Releva observar que o passionalismo dos periódicos e o seu comprometimento com a administração do atual Prefeito foi excepcionalmente contemplada pelo decisum impugnado, ao constatar que de fevereiro de 2008, até outubro daquele mesmo ano, mês das eleições municipais, as empresas T. M. Comunicações Ltda. (jornal "O FOCO") e Costa Verde Comunicações Ltda. (jornal "ATUAL"), receberam da Prefeitura de Mangaratiba as quantias totais de R$ 24.000,00 (vinte e quatro mil reais) e de R$ 30.943,00 (trinta mil, novecentos e quarenta e três reais), respectivamente.
Uma breve digressão sobre o conteúdo das publicações bem revela o seu caráter evidentemente panfletário, a expressar verdadeira apologia do Chefe do Executivo.
Raciocínio símile inspira a situação em exame, em que a propaganda política do governante municipal, Aarão de Moura Brito, travestida de jornalismo, visava criar uma imagem de estadista que inegavelmente o habilitaria a um segundo mandato, reduzindo consideravelmente as possibilidades de qualquer candidatura de oposição que se aventurasse a defrontá-lo no pleito subsequente. Sob tal perspectiva, afigura-se evidenciada a potencialidade dessa estratégia publicitária ilícita, se considerado que o político agraciado com as reiteradas "matérias jornalísticas" já ocupava a Chefia do Executivo em Mangaratiba - estando, portanto, em natural evidência -, sendo certo que os incontáveis predicados que lhe foram atribuídos pelos três periódicos mencionados, durante todo o último ano de mandato, forçosamente ostentavam aptidão para criar junto aos eleitores uma imagem imaculada de que se estaria diante do mais proficiente administrador.
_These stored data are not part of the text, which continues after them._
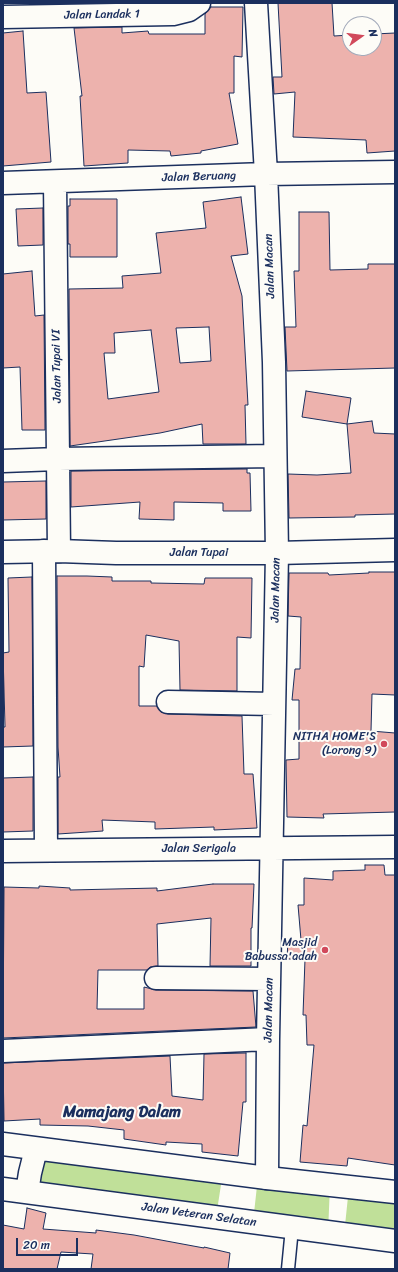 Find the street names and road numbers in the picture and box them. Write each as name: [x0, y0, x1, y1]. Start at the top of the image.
street label: Jalan Landak 1: [64, 7, 140, 23]
street label: Jalan Beruang: [162, 169, 236, 185]
street label: Jalan Macan: [262, 233, 278, 299]
street label: Jalan Tupai VI: [49, 329, 65, 403]
street label: Jalan Tupai: [170, 546, 228, 560]
street label: Jalan Macan: [268, 557, 284, 623]
street label: Jalan Serigala: [162, 842, 236, 856]
street label: Jalan Macan: [261, 977, 277, 1043]
street label: Jalan Veteran Selatan: [141, 1200, 257, 1230] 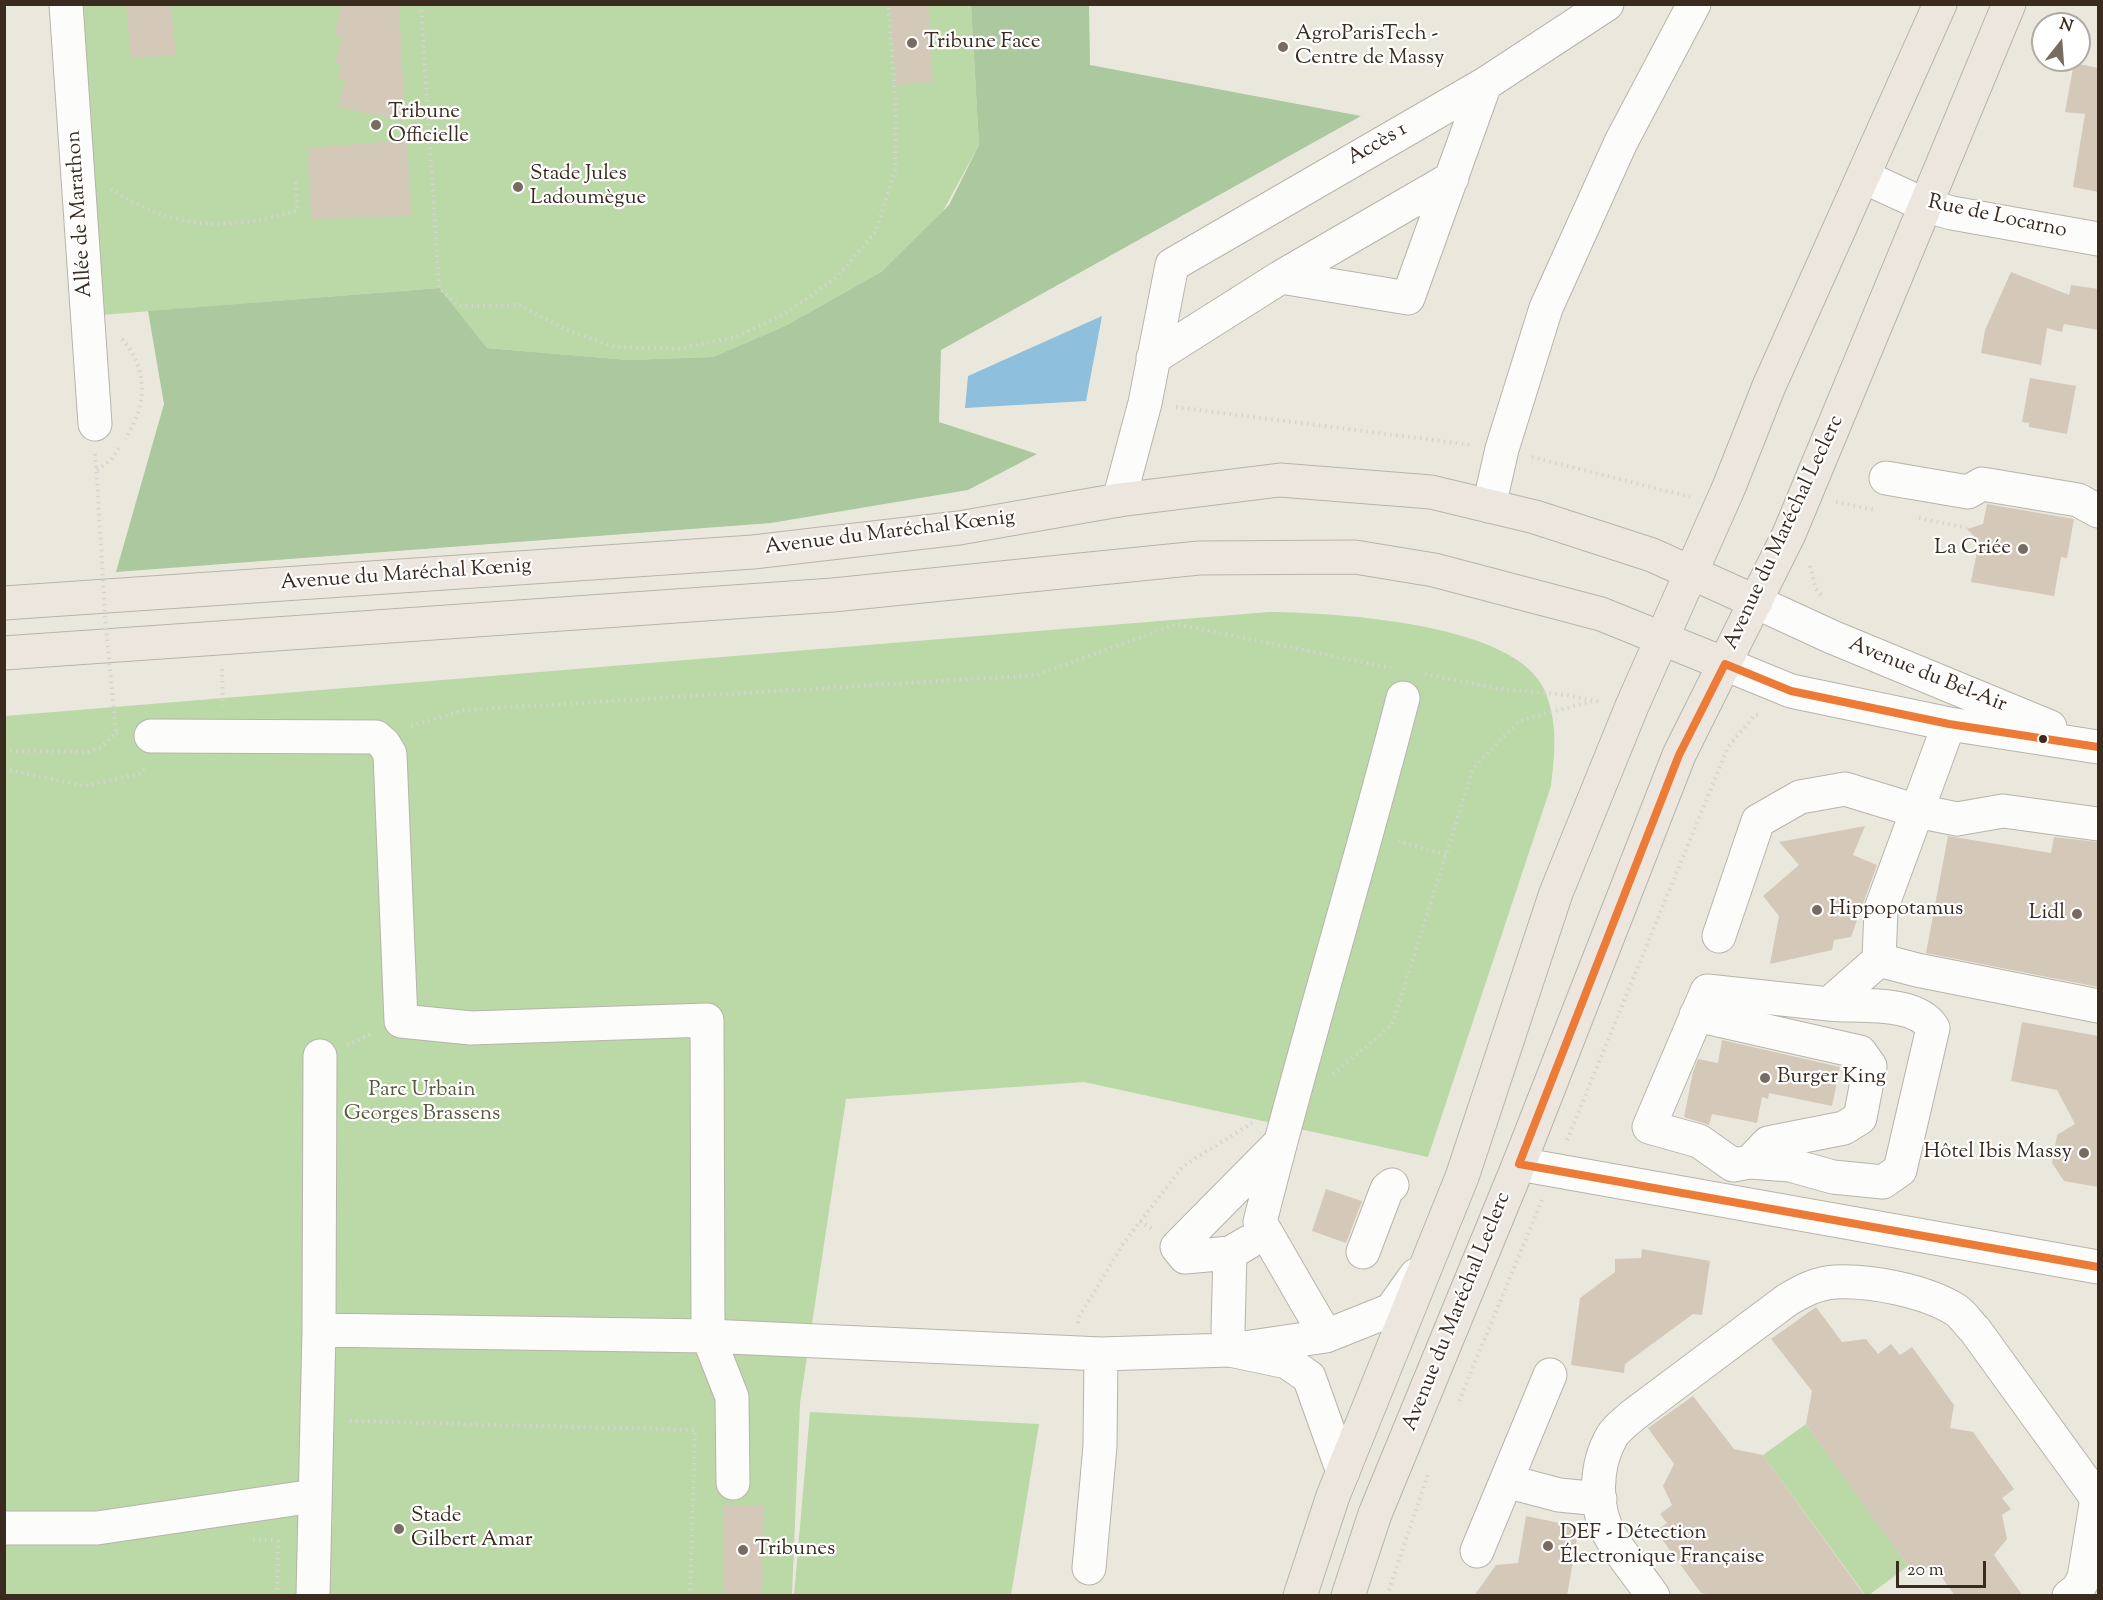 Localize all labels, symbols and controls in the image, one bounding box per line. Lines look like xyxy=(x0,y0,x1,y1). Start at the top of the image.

II - DOS ABUSOS DE PODER POLÍTICO E ECONÔMICO
Cabe-nos aqui um pequeno, porém indispensável, parêntese. Não se está a questionar se o candidato deve ou não observar suas promessas de campanha, e tampouco nos cumpre apurar a eventual responsabilidade (ou a irresponsabilidade) de um Chefe do Poder Executivo que se abstém de exercer seu poder-dever de fiscalizar a observância da Constituição da República, por se dispor a sancionar um projeto de lei complementar que reputava viciado, a ponto de negar-lhe aplicabilidade posteriormente. Se por um lado a reprovação de tais comportamentos de fato transcendem a esfera de competência desta especializada - jungidos que estão aos comandos proibitivos do art. 11, da Lei n. 8.429/92 -, de outro não se discute que essas condutas repercutem diretamente na legitimidade do processo eleitoral realizado, por traduzirem um clássico exemplo de abuso de poder político - caracterizado pela exploração eleitoral de uma melhora financeira para o funcionalismo -, que seria perpetrado com recursos do erário, a evidenciar o abuso econômico.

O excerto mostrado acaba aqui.